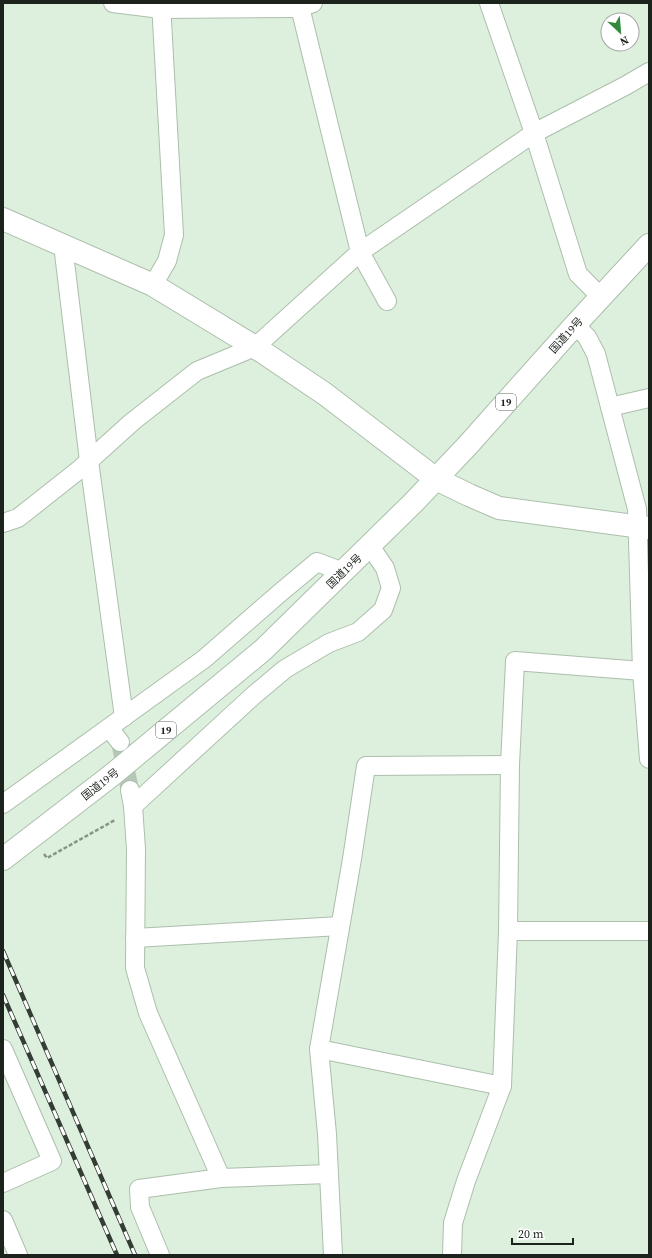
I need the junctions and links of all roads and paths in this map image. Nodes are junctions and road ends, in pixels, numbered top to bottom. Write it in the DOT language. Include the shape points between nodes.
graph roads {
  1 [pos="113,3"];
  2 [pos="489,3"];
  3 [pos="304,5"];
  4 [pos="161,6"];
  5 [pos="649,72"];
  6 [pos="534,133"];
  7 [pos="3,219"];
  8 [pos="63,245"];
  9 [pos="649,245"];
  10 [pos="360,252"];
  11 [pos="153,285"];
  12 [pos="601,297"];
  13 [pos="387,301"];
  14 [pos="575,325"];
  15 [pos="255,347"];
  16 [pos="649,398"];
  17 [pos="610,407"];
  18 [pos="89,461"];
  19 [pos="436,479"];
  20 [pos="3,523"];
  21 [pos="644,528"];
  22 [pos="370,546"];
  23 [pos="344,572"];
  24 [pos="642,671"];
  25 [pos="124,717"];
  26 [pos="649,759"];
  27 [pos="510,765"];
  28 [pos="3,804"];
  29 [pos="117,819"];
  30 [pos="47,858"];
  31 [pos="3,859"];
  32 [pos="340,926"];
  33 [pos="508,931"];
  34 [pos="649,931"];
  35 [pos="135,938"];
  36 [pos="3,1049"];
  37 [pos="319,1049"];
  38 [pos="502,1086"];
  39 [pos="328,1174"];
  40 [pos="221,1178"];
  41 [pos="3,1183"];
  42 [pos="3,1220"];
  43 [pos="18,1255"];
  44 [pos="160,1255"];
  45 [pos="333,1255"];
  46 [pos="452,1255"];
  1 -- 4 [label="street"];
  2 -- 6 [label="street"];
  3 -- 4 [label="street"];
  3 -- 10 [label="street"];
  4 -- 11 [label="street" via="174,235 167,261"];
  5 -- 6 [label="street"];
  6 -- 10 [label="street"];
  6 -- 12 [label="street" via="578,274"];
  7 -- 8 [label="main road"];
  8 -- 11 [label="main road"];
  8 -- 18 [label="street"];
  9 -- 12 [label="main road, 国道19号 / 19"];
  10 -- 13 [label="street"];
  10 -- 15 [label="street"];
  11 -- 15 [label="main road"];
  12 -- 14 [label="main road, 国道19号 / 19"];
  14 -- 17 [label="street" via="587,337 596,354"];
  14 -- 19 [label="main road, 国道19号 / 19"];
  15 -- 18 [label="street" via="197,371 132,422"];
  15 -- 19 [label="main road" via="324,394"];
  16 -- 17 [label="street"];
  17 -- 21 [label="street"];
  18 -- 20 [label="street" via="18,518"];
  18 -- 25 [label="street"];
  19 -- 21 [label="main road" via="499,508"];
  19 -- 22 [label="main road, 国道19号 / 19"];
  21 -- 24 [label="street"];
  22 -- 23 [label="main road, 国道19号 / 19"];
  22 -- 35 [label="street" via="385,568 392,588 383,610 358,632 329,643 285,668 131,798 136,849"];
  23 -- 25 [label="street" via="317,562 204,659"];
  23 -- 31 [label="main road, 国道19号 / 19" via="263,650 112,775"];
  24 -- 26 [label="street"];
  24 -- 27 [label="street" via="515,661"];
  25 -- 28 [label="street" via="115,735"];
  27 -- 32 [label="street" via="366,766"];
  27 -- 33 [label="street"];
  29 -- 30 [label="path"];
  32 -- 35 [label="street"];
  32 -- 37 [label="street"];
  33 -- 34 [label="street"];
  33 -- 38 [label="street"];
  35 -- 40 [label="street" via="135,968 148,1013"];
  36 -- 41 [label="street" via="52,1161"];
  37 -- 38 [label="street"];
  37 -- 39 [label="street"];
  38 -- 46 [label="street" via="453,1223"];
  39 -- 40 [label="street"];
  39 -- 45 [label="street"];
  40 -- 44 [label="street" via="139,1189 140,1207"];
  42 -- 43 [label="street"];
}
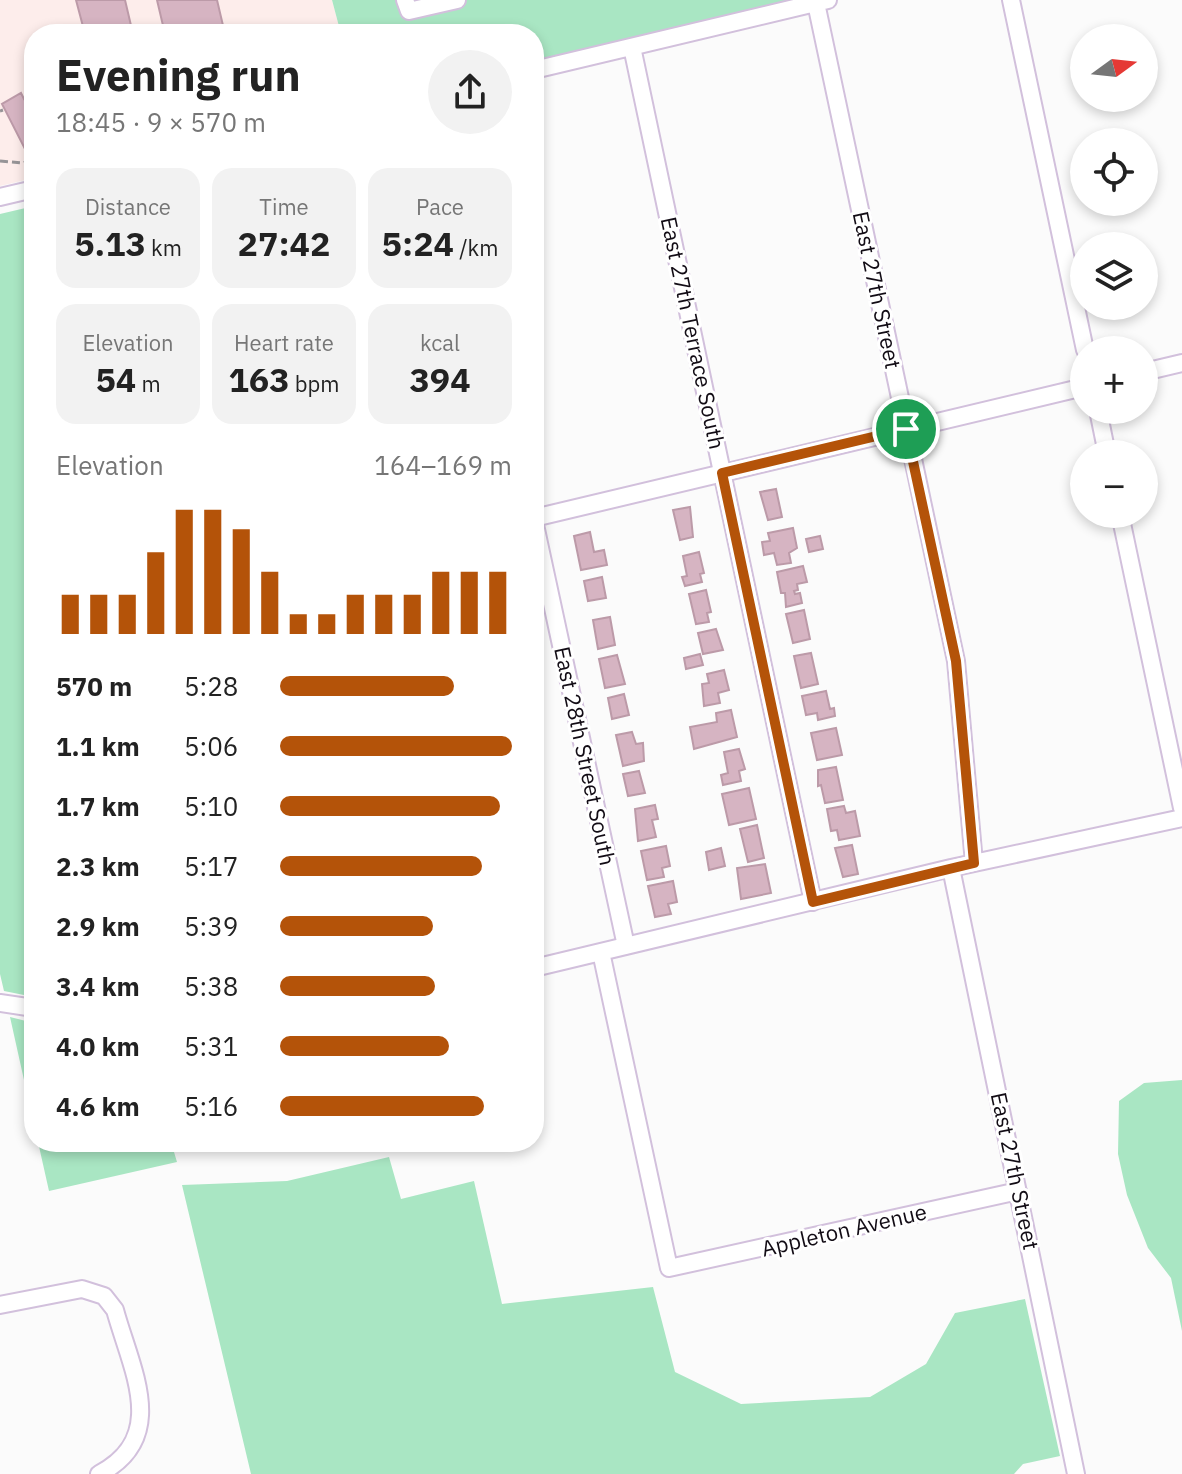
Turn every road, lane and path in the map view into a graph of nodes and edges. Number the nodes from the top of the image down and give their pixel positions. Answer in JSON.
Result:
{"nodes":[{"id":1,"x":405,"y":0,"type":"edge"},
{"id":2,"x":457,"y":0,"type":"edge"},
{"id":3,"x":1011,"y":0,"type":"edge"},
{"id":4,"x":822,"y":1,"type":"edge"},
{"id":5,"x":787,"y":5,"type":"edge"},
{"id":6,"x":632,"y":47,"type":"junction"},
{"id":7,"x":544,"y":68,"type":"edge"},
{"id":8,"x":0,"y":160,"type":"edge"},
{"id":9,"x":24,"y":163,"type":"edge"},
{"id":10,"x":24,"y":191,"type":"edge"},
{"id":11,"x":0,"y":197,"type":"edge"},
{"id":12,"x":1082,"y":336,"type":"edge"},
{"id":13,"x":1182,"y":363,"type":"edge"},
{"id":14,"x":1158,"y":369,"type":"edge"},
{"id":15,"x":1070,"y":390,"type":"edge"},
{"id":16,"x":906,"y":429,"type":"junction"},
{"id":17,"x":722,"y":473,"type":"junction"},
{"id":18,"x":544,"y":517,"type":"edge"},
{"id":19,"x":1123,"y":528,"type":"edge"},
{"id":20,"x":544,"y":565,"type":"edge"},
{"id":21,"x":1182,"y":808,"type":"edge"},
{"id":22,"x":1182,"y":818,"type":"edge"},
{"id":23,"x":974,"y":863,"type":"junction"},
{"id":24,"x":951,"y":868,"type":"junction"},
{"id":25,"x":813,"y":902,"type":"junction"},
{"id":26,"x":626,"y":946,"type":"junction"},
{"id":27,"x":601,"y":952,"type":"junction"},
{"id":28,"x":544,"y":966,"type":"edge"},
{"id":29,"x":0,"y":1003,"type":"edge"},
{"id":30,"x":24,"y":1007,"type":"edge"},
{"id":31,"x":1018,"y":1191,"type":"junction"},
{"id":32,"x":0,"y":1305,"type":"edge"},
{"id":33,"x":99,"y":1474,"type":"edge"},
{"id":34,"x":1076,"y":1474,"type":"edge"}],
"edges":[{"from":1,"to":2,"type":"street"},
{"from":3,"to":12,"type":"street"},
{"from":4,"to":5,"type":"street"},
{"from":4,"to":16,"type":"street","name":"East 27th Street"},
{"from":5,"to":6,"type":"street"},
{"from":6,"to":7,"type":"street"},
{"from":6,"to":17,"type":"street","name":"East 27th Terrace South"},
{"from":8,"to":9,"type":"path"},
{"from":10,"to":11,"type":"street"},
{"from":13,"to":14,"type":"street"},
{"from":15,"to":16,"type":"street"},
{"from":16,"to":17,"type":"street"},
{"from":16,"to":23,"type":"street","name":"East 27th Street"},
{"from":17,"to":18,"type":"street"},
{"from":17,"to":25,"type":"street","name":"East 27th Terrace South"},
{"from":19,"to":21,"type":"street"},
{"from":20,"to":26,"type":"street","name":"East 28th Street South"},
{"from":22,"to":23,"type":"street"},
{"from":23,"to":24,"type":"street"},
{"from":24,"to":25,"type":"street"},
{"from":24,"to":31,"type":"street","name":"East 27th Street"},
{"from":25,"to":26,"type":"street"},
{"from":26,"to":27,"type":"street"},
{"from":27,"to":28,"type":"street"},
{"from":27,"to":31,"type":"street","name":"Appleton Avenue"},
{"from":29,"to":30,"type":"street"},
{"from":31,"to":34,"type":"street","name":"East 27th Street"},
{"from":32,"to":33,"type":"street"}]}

# # #

- [AIM OF THE EXERCISE] State how many lines of the listing include "Terrace", and write nothing else.

- [WRITTEN SOLUTION] 2